Bakan Kirişçi, kendi döneminde tarlalar, bağlar, bahçeler, ağıllar, kümesler, ahırlarla daha sıkı temas içerisinde olacaklarını söyledi. Tarımsal üretimde bir taraftan ‘alın teri’ne önem verirken diğer taraftan araştırma-geliştirme çalışmalarıyla ‘akıl teri’ne odaklanacaklarını da anlattı.
Tarımsal üretimde Türkiye’nin hayli sorunu var. Bu sorunları enerji ve emtia fiyatlarının yükselişte olduğu, iklim krizinden kuraklığa birçok olumsuzluğun var olduğu bir dönemde yaşıyor olmanın bedeli ağır.
Bakan Kirişçi’ye işinin zor olduğunu hatırlatıyoruz. “İnançlı insanlara karamsarlık yakışmaz” diye yanıtlıyor. Durumu kriz gibi değil, “Masa biraz dağınık” şeklinde ifade ediyor.

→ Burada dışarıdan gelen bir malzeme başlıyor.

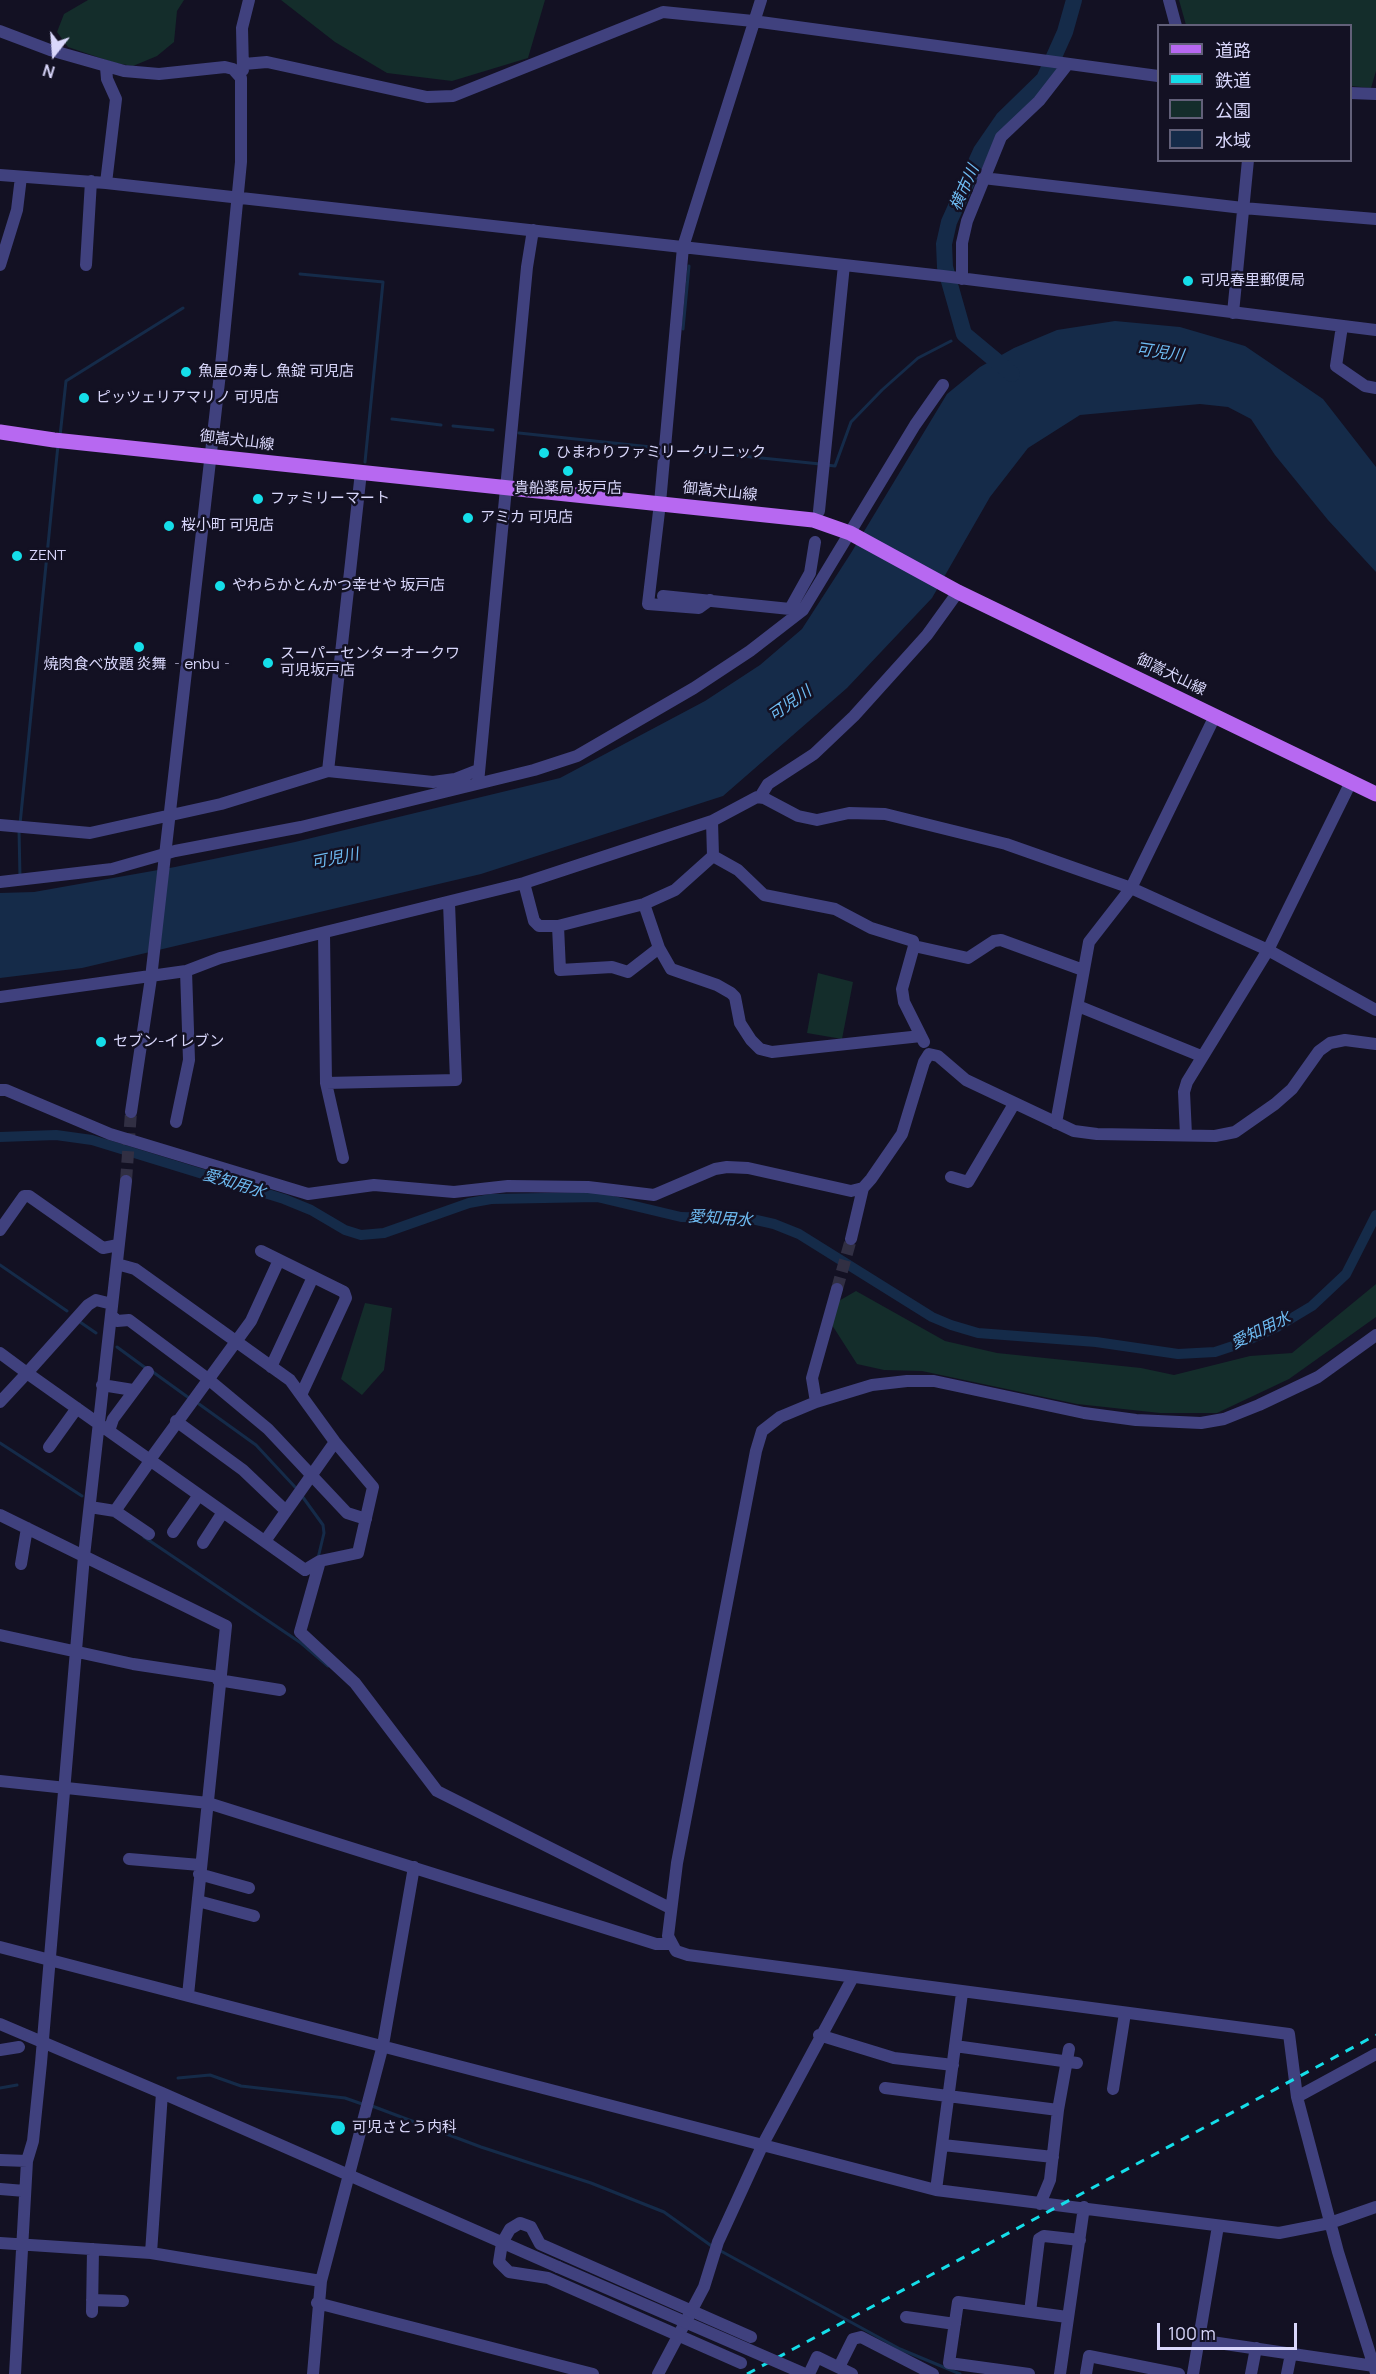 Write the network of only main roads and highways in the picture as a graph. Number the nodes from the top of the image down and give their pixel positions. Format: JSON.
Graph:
{"nodes":[{"id":1,"x":0,"y":432,"type":"edge"},
{"id":2,"x":1376,"y":794,"type":"edge"}],
"edges":[{"from":1,"to":2,"type":"main road","name":"御嵩犬山線"}]} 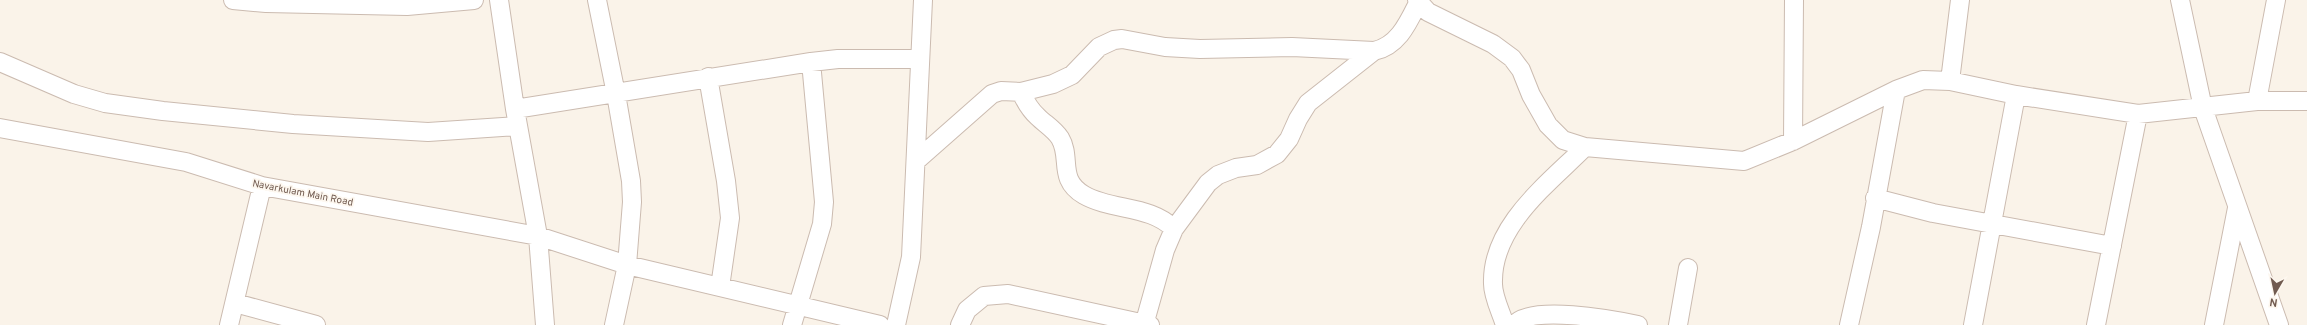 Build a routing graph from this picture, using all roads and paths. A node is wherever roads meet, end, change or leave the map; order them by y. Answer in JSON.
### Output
{"nodes":[{"id":1,"x":233,"y":0,"type":"edge"},
{"id":2,"x":474,"y":0,"type":"edge"},
{"id":3,"x":499,"y":0,"type":"edge"},
{"id":4,"x":597,"y":0,"type":"edge"},
{"id":5,"x":923,"y":0,"type":"edge"},
{"id":6,"x":1794,"y":0,"type":"edge"},
{"id":7,"x":1960,"y":0,"type":"edge"},
{"id":8,"x":2180,"y":0,"type":"edge"},
{"id":9,"x":2276,"y":0,"type":"edge"},
{"id":10,"x":1418,"y":1,"type":"edge"},
{"id":11,"x":1374,"y":52,"type":"junction"},
{"id":12,"x":920,"y":59,"type":"junction"},
{"id":13,"x":0,"y":62,"type":"edge"},
{"id":14,"x":811,"y":62,"type":"junction"},
{"id":15,"x":708,"y":76,"type":"junction"},
{"id":16,"x":1950,"y":81,"type":"junction"},
{"id":17,"x":1896,"y":90,"type":"junction"},
{"id":18,"x":1021,"y":92,"type":"junction"},
{"id":19,"x":616,"y":94,"type":"junction"},
{"id":20,"x":2016,"y":95,"type":"junction"},
{"id":21,"x":2258,"y":101,"type":"junction"},
{"id":22,"x":2307,"y":101,"type":"edge"},
{"id":23,"x":2204,"y":108,"type":"junction"},
{"id":24,"x":2138,"y":114,"type":"junction"},
{"id":25,"x":517,"y":117,"type":"junction"},
{"id":26,"x":0,"y":128,"type":"edge"},
{"id":27,"x":1793,"y":141,"type":"junction"},
{"id":28,"x":1585,"y":148,"type":"junction"},
{"id":29,"x":916,"y":161,"type":"junction"},
{"id":30,"x":262,"y":186,"type":"junction"},
{"id":31,"x":1875,"y":198,"type":"junction"},
{"id":32,"x":2237,"y":208,"type":"junction"},
{"id":33,"x":1992,"y":223,"type":"junction"},
{"id":34,"x":1174,"y":228,"type":"junction"},
{"id":35,"x":538,"y":236,"type":"junction"},
{"id":36,"x":2112,"y":246,"type":"junction"},
{"id":37,"x":627,"y":265,"type":"junction"},
{"id":38,"x":1688,"y":268,"type":"dead end"},
{"id":39,"x":720,"y":287,"type":"junction"},
{"id":40,"x":235,"y":303,"type":"junction"},
{"id":41,"x":799,"y":304,"type":"junction"},
{"id":42,"x":229,"y":325,"type":"edge"},
{"id":43,"x":316,"y":325,"type":"edge"},
{"id":44,"x":545,"y":325,"type":"edge"},
{"id":45,"x":614,"y":325,"type":"edge"},
{"id":46,"x":792,"y":325,"type":"edge"},
{"id":47,"x":880,"y":325,"type":"edge"},
{"id":48,"x":896,"y":325,"type":"edge"},
{"id":49,"x":960,"y":325,"type":"edge"},
{"id":50,"x":1146,"y":325,"type":"edge"},
{"id":51,"x":1505,"y":325,"type":"edge"},
{"id":52,"x":1514,"y":325,"type":"edge"},
{"id":53,"x":1638,"y":325,"type":"edge"},
{"id":54,"x":1678,"y":325,"type":"edge"},
{"id":55,"x":1849,"y":325,"type":"edge"},
{"id":56,"x":1973,"y":325,"type":"edge"},
{"id":57,"x":2096,"y":325,"type":"edge"},
{"id":58,"x":2214,"y":325,"type":"edge"},
{"id":59,"x":2279,"y":325,"type":"edge"}],
"edges":[{"from":1,"to":2,"type":"street"},
{"from":3,"to":25,"type":"street"},
{"from":4,"to":19,"type":"street"},
{"from":5,"to":12,"type":"street"},
{"from":6,"to":27,"type":"street"},
{"from":7,"to":16,"type":"street"},
{"from":8,"to":23,"type":"street"},
{"from":9,"to":21,"type":"street"},
{"from":10,"to":11,"type":"street"},
{"from":10,"to":28,"type":"street"},
{"from":11,"to":18,"type":"street"},
{"from":11,"to":34,"type":"street"},
{"from":12,"to":14,"type":"street"},
{"from":12,"to":29,"type":"street"},
{"from":13,"to":25,"type":"street"},
{"from":14,"to":15,"type":"street"},
{"from":14,"to":41,"type":"street"},
{"from":15,"to":19,"type":"street"},
{"from":15,"to":39,"type":"street"},
{"from":16,"to":17,"type":"street"},
{"from":16,"to":20,"type":"street"},
{"from":17,"to":27,"type":"street"},
{"from":17,"to":31,"type":"street"},
{"from":18,"to":29,"type":"street"},
{"from":18,"to":34,"type":"street"},
{"from":19,"to":25,"type":"street"},
{"from":19,"to":37,"type":"street"},
{"from":20,"to":24,"type":"street"},
{"from":20,"to":33,"type":"street"},
{"from":21,"to":22,"type":"street"},
{"from":21,"to":23,"type":"street"},
{"from":23,"to":24,"type":"street"},
{"from":23,"to":32,"type":"street"},
{"from":24,"to":36,"type":"street"},
{"from":25,"to":35,"type":"street"},
{"from":26,"to":30,"type":"street","name":"Navarkulam Main Road"},
{"from":27,"to":28,"type":"street"},
{"from":28,"to":51,"type":"street"},
{"from":29,"to":48,"type":"street"},
{"from":30,"to":35,"type":"street","name":"Navarkulam Main Road"},
{"from":30,"to":40,"type":"street"},
{"from":31,"to":33,"type":"street"},
{"from":31,"to":55,"type":"street"},
{"from":32,"to":58,"type":"street"},
{"from":32,"to":59,"type":"street"},
{"from":33,"to":36,"type":"street"},
{"from":33,"to":56,"type":"street"},
{"from":34,"to":50,"type":"street"},
{"from":35,"to":37,"type":"street","name":"Navarkulam Main Road"},
{"from":35,"to":44,"type":"street"},
{"from":36,"to":57,"type":"street"},
{"from":37,"to":39,"type":"street","name":"Navarkulam Main Road"},
{"from":37,"to":45,"type":"street"},
{"from":38,"to":54,"type":"street"},
{"from":39,"to":41,"type":"street","name":"Navarkulam Main Road"},
{"from":40,"to":42,"type":"street"},
{"from":40,"to":43,"type":"street"},
{"from":41,"to":46,"type":"street"},
{"from":41,"to":47,"type":"street","name":"Navarkulam Main Road"},
{"from":49,"to":50,"type":"street"},
{"from":52,"to":53,"type":"street"}]} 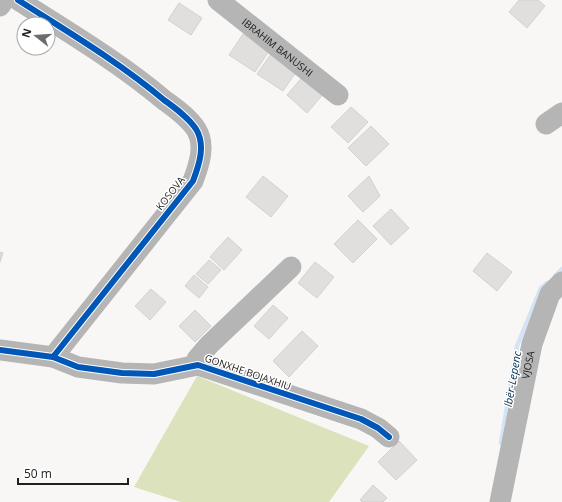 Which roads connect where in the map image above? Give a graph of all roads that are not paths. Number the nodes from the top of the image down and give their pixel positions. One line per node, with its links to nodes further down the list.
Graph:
1 (4, 0): 4 (street)
2 (18, 0): 9 (street, KOSOVA)
3 (218, 0): 5 (street, IBRAHIM BANUSHI)
4 (0, 6)
5 (338, 95)
6 (291, 267): 10 (street)
7 (562, 282): 12 (street, VJOSA)
8 (0, 350): 9 (street, GONXHE BOJAXHIU)
9 (53, 357): 10 (street, GONXHE BOJAXHIU)
10 (198, 365): 11 (street, GONXHE BOJAXHIU)
11 (388, 437)
12 (500, 502)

Dağınıklığı toparlama sürecinin başladığını Kirişçi’nin aldığı ilk kararlarlar ve “Yeter ki üret” kararlılığında bulabilmek mümkün.
Bugün Türkiye tarımının başında bu alanın hocası var. Önceki dönemlerde TBMM Tarım Komisyonu Başkanlığı gibi önemli görevler üstlenmiş bir siyasetçi var. Tarımsal üretimde dünyayı yakından takip etmiş, yurtdışı deneyimi olan, başarılı özel sektör girişimleri bulunan biri var.
Ahıra da ar-ge merkezine de kümese de dersliğe de girmeyi seven biri var. Dahası üretimin gücüne inanan bir devlet adamı var.
Engel yerine destek olunarak, karamsarlık aşılamadan yapıcı eleştiri ve önerilerle işin bir ucundan tutarak, Bakan Kirişçi’nin yanında olarak ‘dağınık masa’yı toparlamak gerekiyor.